O mundo hoje é treta. Treta no trânsito, treta no elevador,
treta no trabalho, treta dentro de casa, treta na balada. O nível de tensão
está adquirindo patamares mais altos que a inflação do Brasil sem miséria de
Dilma. O ambiente masculino tinha um último oásis para fugir da treta: a boa e
velha pelada semanal entre amigos. Já era.
Aquele joguinho de bola leve, descontraído e sem compromisso
é coisa do passado. Encontrar os brothers para um futebolzinho que era somente
a desculpa para a cervejada da resenha não existe mais. O mundo revista Exame
chegou às peladas. Burocratizaram nosso entretenimento preferido. Até para
essas partidas informais a treta agora é pesada. Claro. Botaram tanto lixo,
botaram tanta fumaça que o que era somente um time com camisa e outro sem,
agora é com uniformes completos, meião, caneleira e chuteira groselha. O que
era dez minutos ou dois gols, o popular dez ou dois, agora é cronometrado e tem
juiz vestido a caráter. Está tudo errado.
A formalização da pelada fez com que as pessoas passassem a
levar muito a sério aquilo que é só uma diversão. O leitor Brunno Praxedes me
alertou disso. Tive que concordar. A treta na pelada adquiriu níveis tão
insuportáveis que agora ela é mais estressante que o próprio trabalho. Tem
gente que prefere aturar a mulher e a sogra no sofá vendo novela do que bater
uma bola com a galera. Que mundo é esse, que mundo é esse… Todo mundo acha
que está jogando a final da Libertadores quando é só um rachão entre amigos. É
óbvio que isso só pode dar errado.
Entradas desleais, discussões por passes errados, bate-boca
por lateral, fim da espontaneidade do drible desnecessário e sem objetividade. Hélio
dos Anjos demais e Garrincha de menos. Não há confraternização, diversão e o
suor básico para eliminar o estresse do dia a dia. Sobra semblante fechado,
cara de mau e 3-5-2.
Estou aposentado das peladas. Desde que arrebentei sozinho os
ligamentos do meu joelho direito em um futebolzinho inocente com os primos, pendurei
as chuteiras. As peladas perderam um pereba, mas bonachão. Toda vez que alguém
me convidava para jogar bola, na lata respondia: “É na ‘verda’ ou na ‘brinca’?”.
Se fosse na ‘verda’, dispensava o convite sem pestanejar. Já tenho um talento
ímpar para encontrar problemas sem procurar, imagine você se vou atrás de sarna
para me coçar. De bobo só tenho o olhar, andar e rebolado.

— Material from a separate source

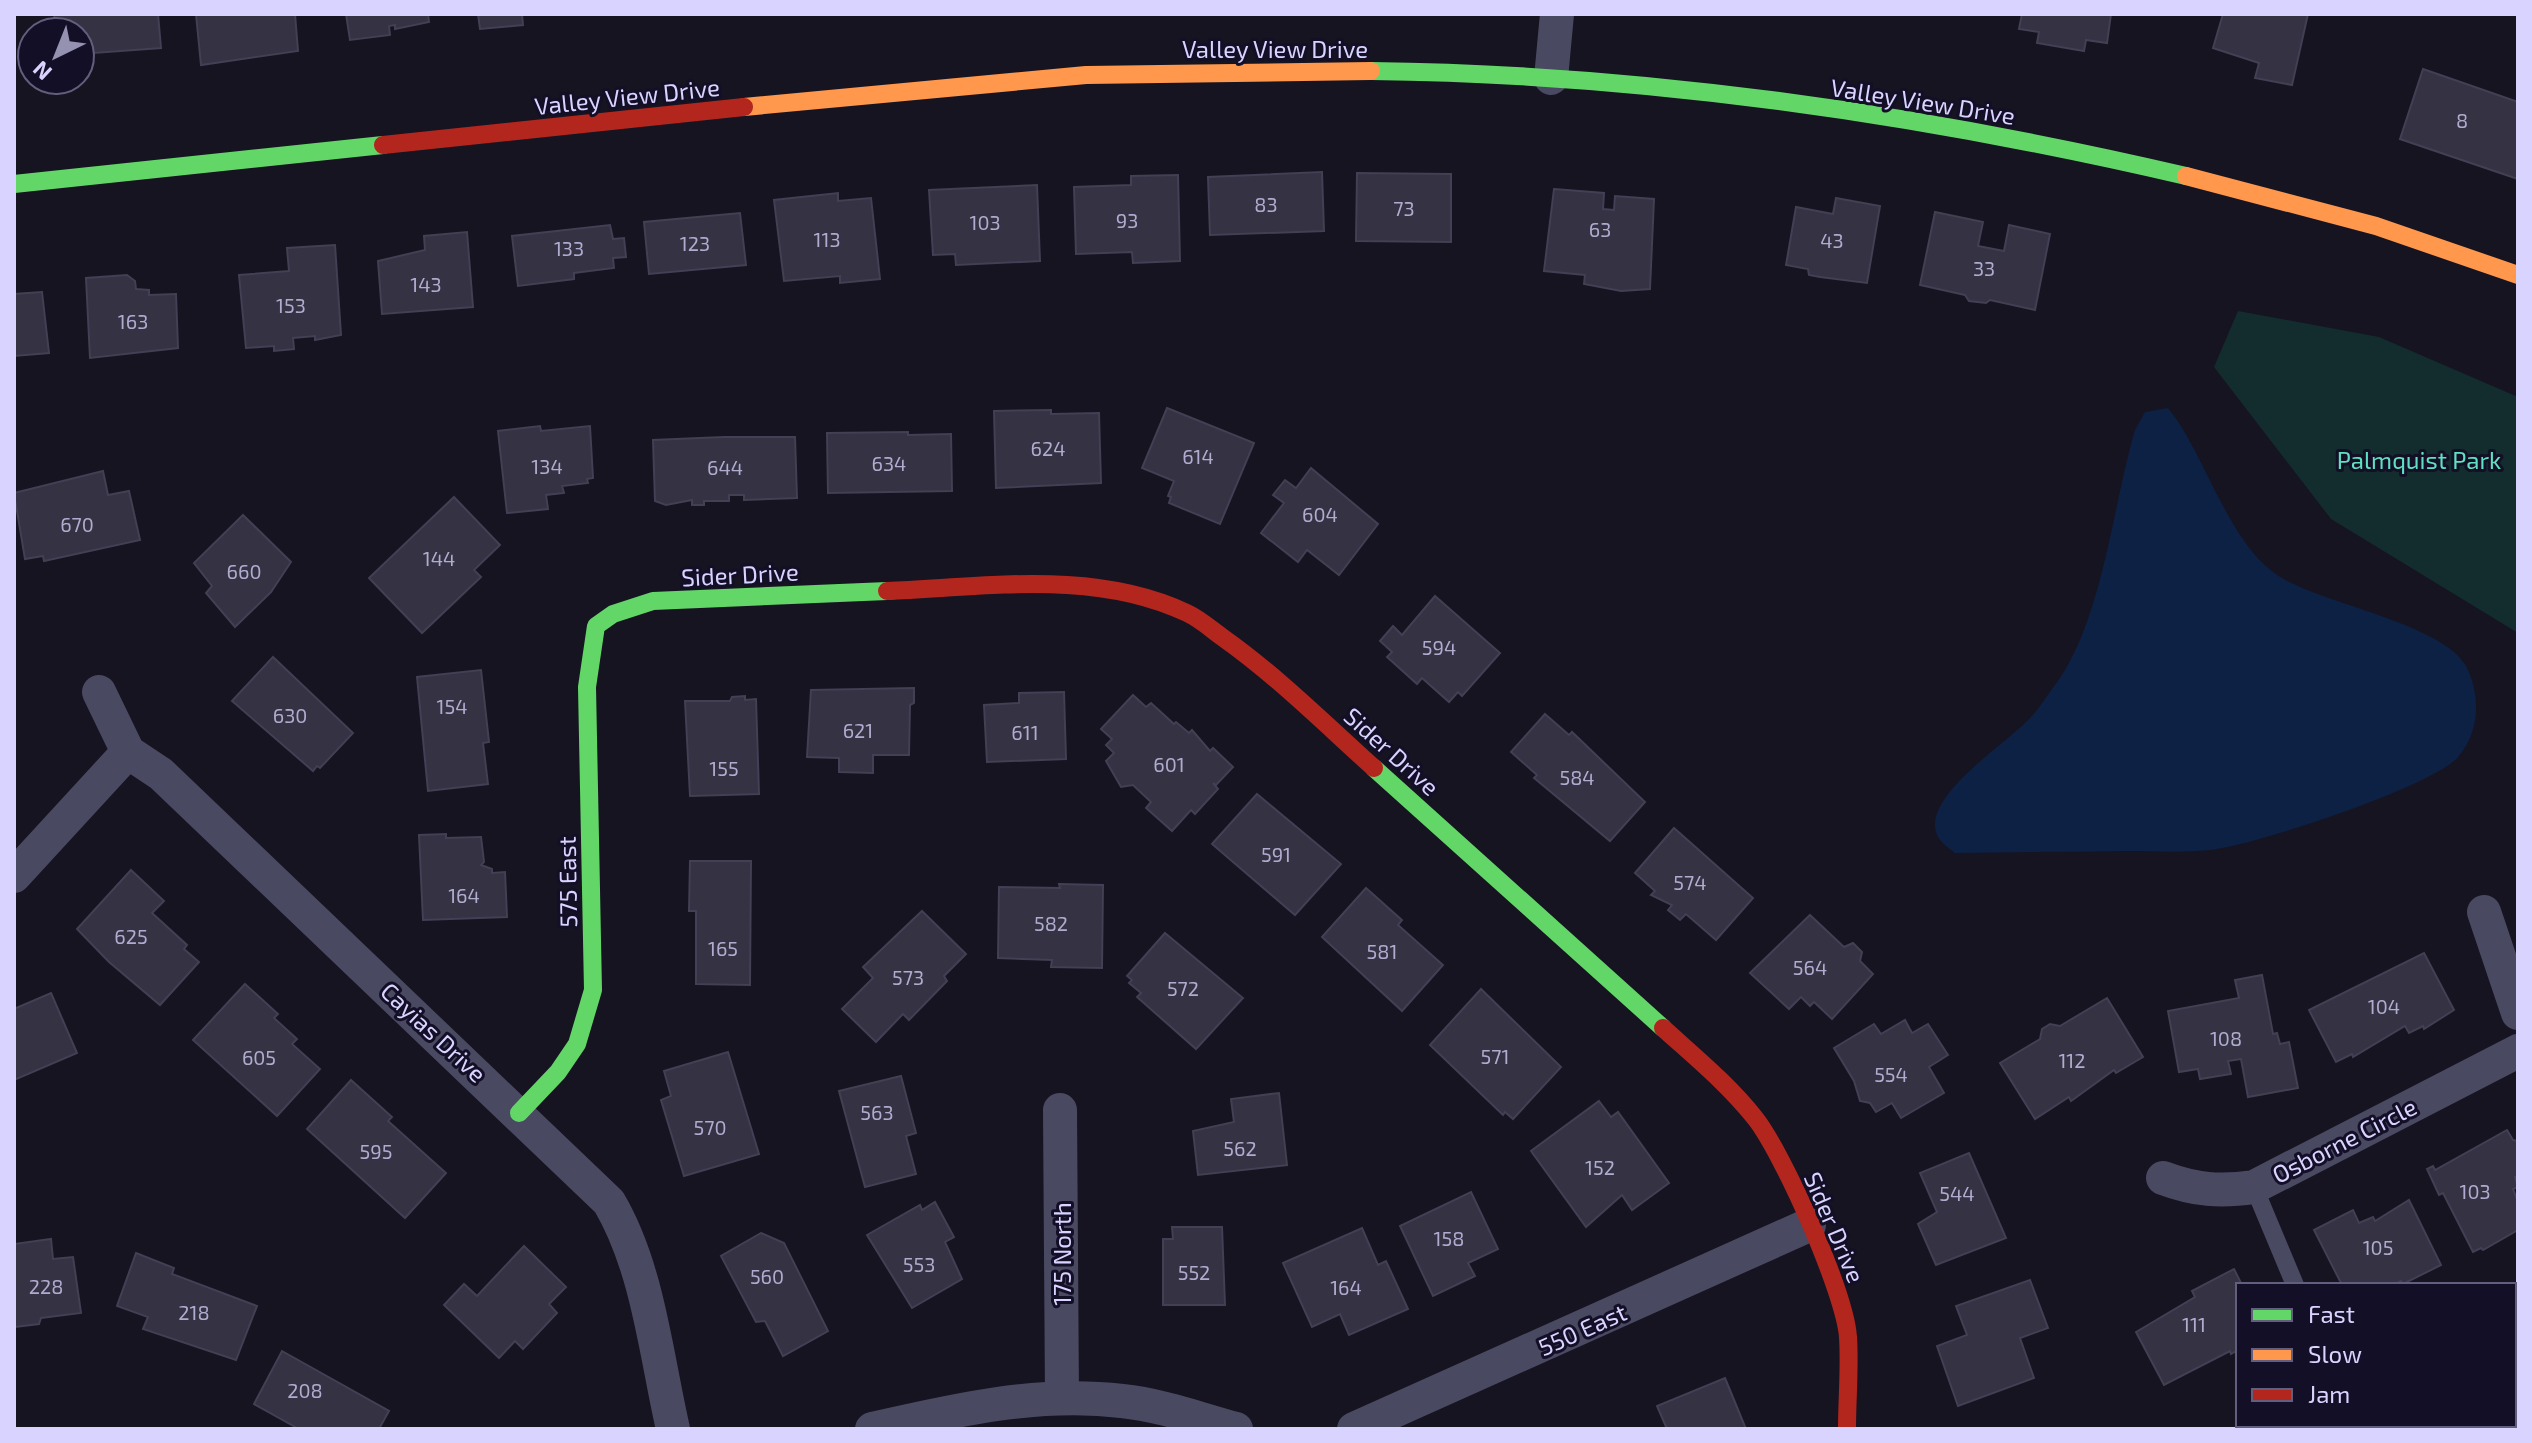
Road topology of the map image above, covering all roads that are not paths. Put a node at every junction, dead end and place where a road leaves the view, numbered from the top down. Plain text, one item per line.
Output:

Com os coxinhas ganhando o mundo, com o Coldplay sendo rock,
com a elitização dos estádios, o refúgio da diversão tosca era a pelada. Uma
espécie de Coreia do Norte, isolada dos que usam gelzinho no cabelo e que estão
dando as cartas com seus blazers indicados por consultoras de moda. Isso não existe
mais. Para nós toscos, só sobrou a verdade antiga. Vamos colocar uns tijolos para
servir de trave e armar um golzinho de rua nesse final de semana?